#### AIM OF THE EXERCISE:
Using the material below, copy every line where "Boniface" appears.

::: SOURCE INFORMATION

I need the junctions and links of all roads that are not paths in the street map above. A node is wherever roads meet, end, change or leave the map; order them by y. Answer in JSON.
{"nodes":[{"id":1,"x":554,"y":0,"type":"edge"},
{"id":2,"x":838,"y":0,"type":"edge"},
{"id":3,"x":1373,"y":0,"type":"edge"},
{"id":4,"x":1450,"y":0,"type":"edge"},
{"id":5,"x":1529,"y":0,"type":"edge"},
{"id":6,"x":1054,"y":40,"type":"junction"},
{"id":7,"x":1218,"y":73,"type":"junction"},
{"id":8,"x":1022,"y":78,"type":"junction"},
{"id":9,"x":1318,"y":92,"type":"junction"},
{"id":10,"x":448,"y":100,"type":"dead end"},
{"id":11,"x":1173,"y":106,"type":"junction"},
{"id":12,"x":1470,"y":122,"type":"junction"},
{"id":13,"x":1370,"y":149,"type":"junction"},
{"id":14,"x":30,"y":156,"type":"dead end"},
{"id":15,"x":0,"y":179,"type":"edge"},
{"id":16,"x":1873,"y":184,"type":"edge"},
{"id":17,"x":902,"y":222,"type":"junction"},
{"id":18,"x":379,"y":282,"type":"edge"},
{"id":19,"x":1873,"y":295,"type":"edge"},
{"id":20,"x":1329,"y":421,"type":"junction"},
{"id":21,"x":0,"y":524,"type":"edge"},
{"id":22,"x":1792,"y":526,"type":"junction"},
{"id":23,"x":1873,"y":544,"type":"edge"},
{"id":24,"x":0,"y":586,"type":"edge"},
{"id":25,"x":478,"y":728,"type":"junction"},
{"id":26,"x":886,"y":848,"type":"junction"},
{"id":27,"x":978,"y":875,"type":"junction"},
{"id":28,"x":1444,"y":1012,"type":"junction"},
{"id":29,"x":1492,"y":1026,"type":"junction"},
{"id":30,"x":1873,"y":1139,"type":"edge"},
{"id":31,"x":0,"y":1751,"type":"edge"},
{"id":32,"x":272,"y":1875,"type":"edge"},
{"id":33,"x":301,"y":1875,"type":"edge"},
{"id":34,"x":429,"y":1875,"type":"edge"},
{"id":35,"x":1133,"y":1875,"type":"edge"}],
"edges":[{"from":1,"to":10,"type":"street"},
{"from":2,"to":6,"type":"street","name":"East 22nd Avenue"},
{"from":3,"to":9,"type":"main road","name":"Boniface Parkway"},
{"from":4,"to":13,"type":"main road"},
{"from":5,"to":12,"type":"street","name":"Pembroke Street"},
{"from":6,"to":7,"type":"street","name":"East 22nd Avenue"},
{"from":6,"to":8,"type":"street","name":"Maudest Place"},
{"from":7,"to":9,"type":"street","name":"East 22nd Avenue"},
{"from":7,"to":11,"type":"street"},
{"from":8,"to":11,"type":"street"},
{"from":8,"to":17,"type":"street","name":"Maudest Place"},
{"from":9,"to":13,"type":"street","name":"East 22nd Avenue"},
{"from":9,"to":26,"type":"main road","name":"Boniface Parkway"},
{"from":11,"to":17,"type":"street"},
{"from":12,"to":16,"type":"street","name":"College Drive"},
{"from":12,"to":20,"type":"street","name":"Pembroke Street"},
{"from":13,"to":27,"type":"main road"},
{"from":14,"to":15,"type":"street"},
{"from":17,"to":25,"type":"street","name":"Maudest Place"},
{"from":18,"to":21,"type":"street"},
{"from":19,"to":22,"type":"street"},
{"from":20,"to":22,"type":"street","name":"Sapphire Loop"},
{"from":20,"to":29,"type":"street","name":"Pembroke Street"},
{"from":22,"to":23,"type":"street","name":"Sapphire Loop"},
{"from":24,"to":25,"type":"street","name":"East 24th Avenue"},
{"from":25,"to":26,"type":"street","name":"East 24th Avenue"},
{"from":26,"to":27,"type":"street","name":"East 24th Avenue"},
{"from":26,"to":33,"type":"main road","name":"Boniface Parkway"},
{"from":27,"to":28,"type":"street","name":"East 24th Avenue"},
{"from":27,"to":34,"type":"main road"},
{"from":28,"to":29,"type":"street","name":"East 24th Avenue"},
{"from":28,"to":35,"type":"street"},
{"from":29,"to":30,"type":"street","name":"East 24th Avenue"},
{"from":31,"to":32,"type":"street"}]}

::::::

#### SOLUTION:
{"from":3,"to":9,"type":"main road","name":"Boniface Parkway"},
{"from":9,"to":26,"type":"main road","name":"Boniface Parkway"},
{"from":26,"to":33,"type":"main road","name":"Boniface Parkway"},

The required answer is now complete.